• Supplied material
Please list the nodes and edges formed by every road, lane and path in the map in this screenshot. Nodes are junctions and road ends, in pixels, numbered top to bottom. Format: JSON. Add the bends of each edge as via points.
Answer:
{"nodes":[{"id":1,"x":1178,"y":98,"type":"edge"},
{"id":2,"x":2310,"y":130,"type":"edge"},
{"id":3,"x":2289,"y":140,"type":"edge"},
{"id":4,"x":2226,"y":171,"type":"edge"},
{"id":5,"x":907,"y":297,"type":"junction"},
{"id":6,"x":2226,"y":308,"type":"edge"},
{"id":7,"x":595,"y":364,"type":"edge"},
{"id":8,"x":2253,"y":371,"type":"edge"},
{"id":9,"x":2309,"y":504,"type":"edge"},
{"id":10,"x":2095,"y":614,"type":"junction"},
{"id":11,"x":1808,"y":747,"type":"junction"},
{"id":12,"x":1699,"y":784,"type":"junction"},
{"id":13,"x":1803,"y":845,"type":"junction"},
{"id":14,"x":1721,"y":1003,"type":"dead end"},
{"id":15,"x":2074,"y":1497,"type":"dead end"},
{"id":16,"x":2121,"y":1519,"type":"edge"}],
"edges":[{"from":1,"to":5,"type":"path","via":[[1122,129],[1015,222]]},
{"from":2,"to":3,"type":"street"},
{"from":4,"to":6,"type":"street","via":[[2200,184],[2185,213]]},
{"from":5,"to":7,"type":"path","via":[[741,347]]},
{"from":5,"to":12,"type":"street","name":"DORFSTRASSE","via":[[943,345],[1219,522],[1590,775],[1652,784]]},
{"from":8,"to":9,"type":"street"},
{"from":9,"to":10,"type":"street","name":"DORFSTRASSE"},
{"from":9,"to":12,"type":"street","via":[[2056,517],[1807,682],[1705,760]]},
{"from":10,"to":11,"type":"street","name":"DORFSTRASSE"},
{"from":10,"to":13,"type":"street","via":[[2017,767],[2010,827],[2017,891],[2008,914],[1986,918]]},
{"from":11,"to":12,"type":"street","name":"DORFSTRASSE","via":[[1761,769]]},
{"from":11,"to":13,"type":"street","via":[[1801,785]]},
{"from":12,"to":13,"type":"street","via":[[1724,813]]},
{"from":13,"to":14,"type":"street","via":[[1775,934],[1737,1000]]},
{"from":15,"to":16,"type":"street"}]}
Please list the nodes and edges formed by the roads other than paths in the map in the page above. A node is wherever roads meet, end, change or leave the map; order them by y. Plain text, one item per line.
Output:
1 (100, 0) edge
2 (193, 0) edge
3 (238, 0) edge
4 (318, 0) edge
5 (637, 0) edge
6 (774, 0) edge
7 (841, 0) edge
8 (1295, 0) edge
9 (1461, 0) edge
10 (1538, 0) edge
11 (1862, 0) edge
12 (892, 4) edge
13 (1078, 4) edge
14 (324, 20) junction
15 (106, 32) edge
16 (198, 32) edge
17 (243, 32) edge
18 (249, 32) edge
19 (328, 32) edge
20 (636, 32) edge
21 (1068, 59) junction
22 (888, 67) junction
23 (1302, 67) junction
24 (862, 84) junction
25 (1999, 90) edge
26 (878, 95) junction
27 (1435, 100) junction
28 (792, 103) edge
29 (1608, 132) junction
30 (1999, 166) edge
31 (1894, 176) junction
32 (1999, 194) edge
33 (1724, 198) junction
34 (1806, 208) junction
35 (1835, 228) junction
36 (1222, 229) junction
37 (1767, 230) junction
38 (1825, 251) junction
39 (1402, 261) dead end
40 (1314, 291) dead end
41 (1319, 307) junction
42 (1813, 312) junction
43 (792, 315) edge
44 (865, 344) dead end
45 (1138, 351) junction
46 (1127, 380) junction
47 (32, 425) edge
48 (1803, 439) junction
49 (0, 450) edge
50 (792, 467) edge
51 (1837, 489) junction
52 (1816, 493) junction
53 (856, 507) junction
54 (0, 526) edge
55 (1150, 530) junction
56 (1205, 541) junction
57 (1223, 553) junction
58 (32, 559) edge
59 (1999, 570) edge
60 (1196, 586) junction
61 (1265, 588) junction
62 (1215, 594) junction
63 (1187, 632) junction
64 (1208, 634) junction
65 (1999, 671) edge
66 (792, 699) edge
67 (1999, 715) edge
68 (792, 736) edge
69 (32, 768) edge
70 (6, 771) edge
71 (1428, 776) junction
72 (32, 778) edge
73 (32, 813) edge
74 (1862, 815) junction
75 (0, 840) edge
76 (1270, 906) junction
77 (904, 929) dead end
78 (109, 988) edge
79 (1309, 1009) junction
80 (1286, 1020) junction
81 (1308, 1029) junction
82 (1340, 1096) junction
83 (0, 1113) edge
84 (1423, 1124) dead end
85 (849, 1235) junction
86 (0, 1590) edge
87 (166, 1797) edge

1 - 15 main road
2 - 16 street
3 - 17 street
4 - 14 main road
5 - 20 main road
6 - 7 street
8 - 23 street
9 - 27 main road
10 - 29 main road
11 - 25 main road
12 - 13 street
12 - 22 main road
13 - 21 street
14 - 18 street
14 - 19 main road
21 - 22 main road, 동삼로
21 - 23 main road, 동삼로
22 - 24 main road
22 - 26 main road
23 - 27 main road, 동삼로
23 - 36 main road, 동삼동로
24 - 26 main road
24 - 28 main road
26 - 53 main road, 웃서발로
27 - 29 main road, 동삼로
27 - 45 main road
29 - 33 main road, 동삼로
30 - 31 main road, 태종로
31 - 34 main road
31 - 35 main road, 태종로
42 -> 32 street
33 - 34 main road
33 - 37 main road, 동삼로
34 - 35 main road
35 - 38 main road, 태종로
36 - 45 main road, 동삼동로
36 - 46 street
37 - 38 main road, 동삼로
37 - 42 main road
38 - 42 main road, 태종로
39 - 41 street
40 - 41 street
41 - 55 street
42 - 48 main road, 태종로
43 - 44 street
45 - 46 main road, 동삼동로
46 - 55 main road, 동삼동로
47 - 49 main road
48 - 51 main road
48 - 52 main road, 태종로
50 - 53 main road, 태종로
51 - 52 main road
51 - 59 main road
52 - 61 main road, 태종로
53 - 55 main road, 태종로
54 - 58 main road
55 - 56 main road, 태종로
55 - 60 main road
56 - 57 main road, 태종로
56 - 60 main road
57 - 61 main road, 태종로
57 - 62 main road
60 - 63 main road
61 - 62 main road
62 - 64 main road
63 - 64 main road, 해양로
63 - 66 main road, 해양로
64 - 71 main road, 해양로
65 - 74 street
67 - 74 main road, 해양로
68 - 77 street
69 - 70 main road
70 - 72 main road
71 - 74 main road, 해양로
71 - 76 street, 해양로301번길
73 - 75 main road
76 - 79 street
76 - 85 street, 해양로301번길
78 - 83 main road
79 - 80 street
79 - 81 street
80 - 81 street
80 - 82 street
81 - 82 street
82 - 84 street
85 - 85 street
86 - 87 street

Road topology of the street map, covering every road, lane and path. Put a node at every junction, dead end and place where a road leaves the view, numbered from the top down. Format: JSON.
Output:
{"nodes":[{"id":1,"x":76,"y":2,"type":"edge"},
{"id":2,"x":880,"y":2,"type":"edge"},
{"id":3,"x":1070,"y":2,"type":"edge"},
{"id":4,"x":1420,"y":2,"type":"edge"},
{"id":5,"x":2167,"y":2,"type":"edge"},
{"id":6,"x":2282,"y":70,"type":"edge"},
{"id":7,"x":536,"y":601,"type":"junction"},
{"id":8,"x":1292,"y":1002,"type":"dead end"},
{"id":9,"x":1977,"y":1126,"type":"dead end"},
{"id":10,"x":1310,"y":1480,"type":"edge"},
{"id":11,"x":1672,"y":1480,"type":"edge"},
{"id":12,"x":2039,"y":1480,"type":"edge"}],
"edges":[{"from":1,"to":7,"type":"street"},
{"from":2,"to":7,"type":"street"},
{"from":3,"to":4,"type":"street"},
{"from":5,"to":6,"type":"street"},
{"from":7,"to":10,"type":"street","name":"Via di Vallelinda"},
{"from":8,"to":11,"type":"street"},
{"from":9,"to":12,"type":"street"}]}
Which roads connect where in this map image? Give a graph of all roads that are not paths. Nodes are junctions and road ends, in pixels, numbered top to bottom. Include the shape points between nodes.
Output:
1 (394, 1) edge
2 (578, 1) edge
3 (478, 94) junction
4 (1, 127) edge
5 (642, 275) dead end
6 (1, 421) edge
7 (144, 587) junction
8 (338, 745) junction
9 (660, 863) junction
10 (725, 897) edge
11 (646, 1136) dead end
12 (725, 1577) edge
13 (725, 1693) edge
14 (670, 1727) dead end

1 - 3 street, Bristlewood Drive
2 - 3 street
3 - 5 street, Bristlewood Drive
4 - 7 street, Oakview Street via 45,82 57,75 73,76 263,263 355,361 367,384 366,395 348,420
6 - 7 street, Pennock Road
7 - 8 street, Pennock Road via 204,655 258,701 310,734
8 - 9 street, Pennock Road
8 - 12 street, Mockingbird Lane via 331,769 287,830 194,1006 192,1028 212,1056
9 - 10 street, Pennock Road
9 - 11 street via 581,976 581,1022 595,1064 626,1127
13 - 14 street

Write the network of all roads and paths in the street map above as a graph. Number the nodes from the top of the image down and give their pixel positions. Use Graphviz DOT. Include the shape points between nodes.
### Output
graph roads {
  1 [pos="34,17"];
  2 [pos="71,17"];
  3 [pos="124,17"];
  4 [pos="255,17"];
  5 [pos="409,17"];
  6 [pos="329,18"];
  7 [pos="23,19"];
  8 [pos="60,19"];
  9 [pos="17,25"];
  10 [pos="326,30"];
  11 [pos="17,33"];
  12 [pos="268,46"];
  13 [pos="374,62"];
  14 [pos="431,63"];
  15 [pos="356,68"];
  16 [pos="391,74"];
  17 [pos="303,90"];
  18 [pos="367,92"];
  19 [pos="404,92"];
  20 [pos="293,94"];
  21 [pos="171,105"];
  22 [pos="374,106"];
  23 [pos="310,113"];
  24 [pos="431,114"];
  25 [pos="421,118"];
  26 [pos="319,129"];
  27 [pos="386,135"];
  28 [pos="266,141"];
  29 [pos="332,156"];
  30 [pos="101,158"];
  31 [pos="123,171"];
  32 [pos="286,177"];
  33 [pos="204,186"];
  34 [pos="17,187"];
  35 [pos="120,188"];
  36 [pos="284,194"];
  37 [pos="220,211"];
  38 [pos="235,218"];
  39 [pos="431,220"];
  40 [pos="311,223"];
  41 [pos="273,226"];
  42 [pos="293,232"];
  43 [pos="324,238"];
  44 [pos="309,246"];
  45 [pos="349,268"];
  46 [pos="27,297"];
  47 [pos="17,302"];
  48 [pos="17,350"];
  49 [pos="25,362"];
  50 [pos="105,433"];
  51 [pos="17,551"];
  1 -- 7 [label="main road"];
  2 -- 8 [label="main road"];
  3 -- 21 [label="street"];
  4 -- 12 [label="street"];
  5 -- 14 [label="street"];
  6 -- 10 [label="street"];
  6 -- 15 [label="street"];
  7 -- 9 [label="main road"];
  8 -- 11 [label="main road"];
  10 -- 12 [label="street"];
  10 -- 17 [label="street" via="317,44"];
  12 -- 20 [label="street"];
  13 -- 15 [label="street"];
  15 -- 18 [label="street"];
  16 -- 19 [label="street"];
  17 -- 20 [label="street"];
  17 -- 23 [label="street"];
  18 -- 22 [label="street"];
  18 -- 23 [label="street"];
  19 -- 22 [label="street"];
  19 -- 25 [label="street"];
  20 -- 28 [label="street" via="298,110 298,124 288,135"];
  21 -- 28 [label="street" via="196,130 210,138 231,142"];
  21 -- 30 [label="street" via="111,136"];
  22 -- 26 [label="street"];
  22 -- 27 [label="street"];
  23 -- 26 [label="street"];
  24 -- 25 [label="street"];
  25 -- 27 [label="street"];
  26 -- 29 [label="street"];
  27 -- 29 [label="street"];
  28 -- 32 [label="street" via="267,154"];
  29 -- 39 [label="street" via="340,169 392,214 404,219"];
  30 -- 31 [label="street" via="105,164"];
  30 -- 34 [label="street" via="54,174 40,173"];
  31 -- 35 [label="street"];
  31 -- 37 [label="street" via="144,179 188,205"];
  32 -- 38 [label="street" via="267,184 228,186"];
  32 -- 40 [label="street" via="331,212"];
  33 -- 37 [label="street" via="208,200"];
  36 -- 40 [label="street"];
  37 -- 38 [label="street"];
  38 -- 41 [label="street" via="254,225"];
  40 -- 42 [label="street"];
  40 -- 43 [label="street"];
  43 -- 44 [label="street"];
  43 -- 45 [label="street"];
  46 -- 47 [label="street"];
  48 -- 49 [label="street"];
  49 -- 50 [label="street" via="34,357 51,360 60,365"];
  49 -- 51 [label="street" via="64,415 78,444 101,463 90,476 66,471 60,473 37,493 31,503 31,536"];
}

• Your task
Report how many lines of the listing above include the word "ends". Say nothing but the number.

• Answer to the problem
2